8.b.ii. [Mental element for Element 5] [Consequence of holding hostage]: The perpetrator was aware that one or more persons would be seized, detained or otherwise held hostage in the ordinary course of events.

P.14. Evidence inferred from an utterance, a document, or a deed.

P.14.1. Evidence that the perpetrator ordered an act or omission with the awareness of the substantial likelihood that detainees might be taken hostage to fulfil this order.

A. Legal source/authority and evidence:

Prosecutor v. Tihomir Blaškić, Case No. IT-95-14-A, Judgement (AC), 29 July 2004, paras. 41-42, 643-646:

"41. Having examined the approaches of national systems as well as International Tribunal precedents, the Appeals Chamber considers that none of the Trial Chamber’s above articulations [including Blaskic Trial Judgement, para 741] of the mens rea for ordering under Article 7(1) of the Statute, in relation to a culpable mental state that is lower than direct intent, is correct. The knowledge of any kind of risk, however low, does not suffice for the imposition of criminal responsibility for serious violations of international humanitarian law. The Trial Chamber does not specify what degree of risk must be proven. Indeed, it appears that under the Trial Chamber’s standard, any military commander who issues an order would be criminally responsible, because there is always a possibility that violations could occur. The Appeals Chamber considers that an awareness of a higher likelihood of risk and a volitional element must be incorporated in the legal standard.

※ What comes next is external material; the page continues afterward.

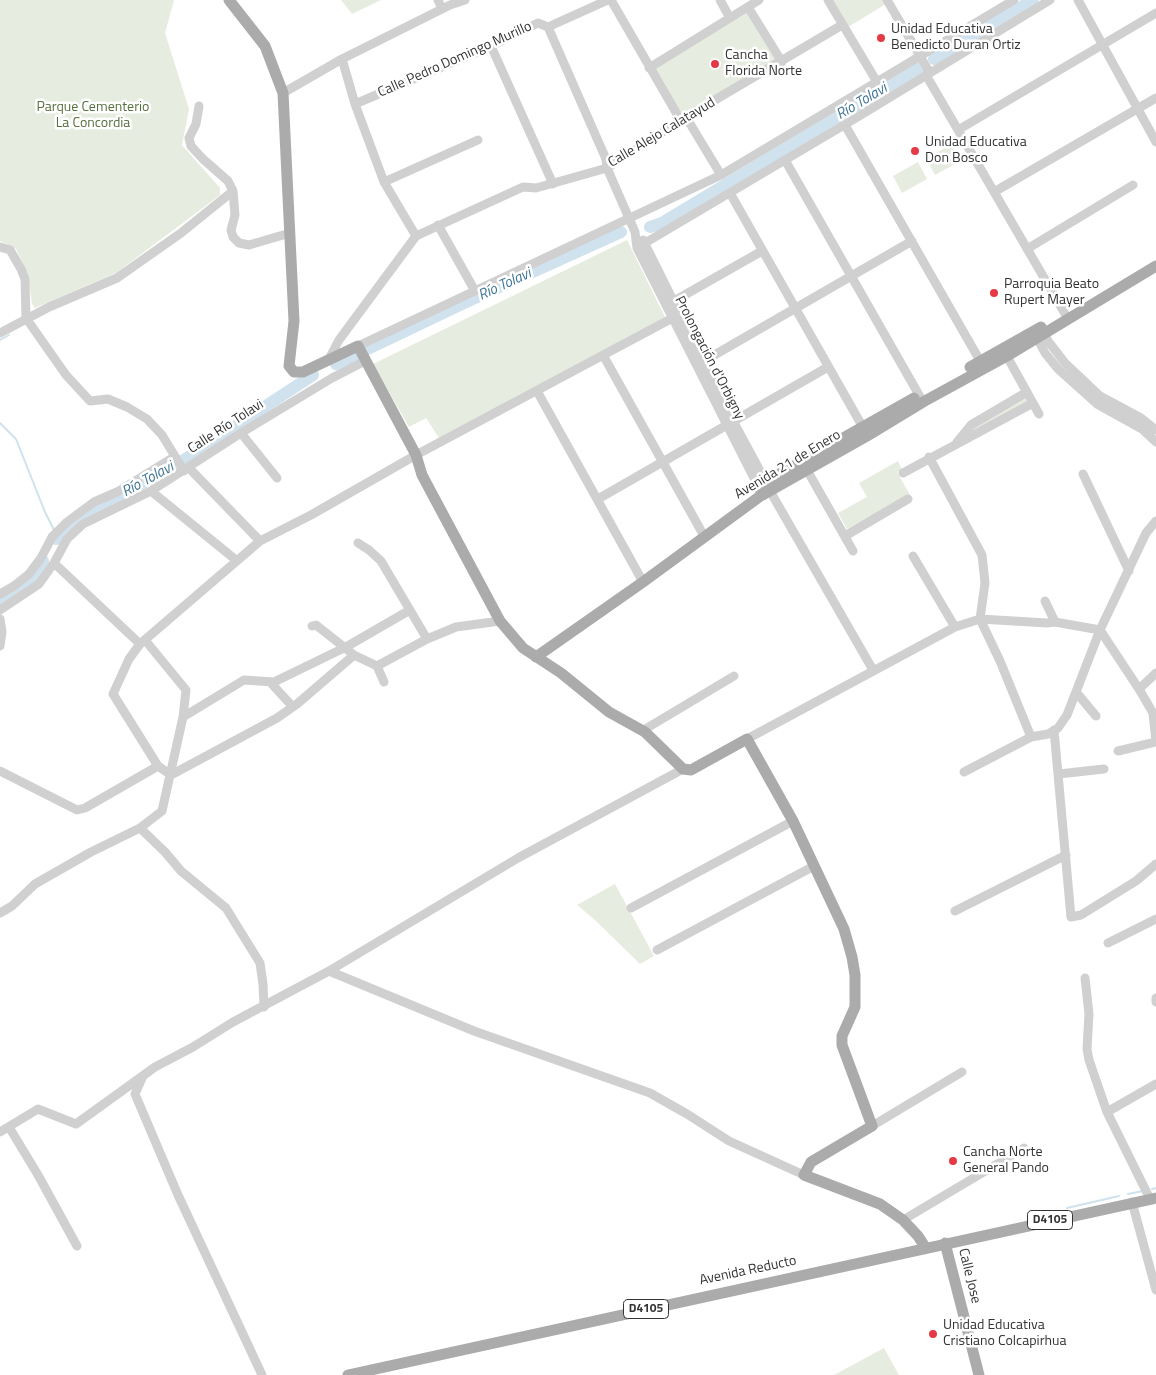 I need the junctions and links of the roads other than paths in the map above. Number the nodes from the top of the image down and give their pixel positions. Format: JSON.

42. The Appeals Chamber therefore holds that a person who orders an act or omission with the awareness of the substantial likelihood that a crime will be committed in the execution of that order, has the requisite mens rea for establishing liability under Article 7(1) pursuant to ordering."

"643. The Appellant contests this finding [of the Trial Chamber in para 741] both because it is based on the testimony of a single witness, and because the Trial Chamber was wrong to infer from the alleged order to defend Vitez that the Appellant in turn ordered another individual to make this threat.1343 In addition, the Appellant submits that there is no evidence that the Appellant knew, or had any reason to know, of the threat issued by that other individual.1344 As a result of his ignorance of the threat, the Appellant submits that he was not in a position to punish that individual for what is manifestly unlawful conduct on his part, and so cannot be held accountable.1345

644. The Trial Chamber itself found that the Appellant did not order that hostages be used to repel the attack on Vitez,1346 only that he ordered the defence of Vitez.1347 However, the Trial Chamber’s further finding that the Appellant can accordingly be held accountable for the crime of hostage-taking is problematic for two reasons. First, the Appeals Chamber disagrees that the Appellant’s order to defend Vitez necessarily resulted in his subordinate’s illegal threat.1348 It does not follow, by virtue of his legitimate order to defend an installation of military value, that the Appellant incurred criminal responsibility for his subordinate’s unlawful choice of how to execute the order. There is no necessary causal nexus between an order to defend a position and the taking of hostages.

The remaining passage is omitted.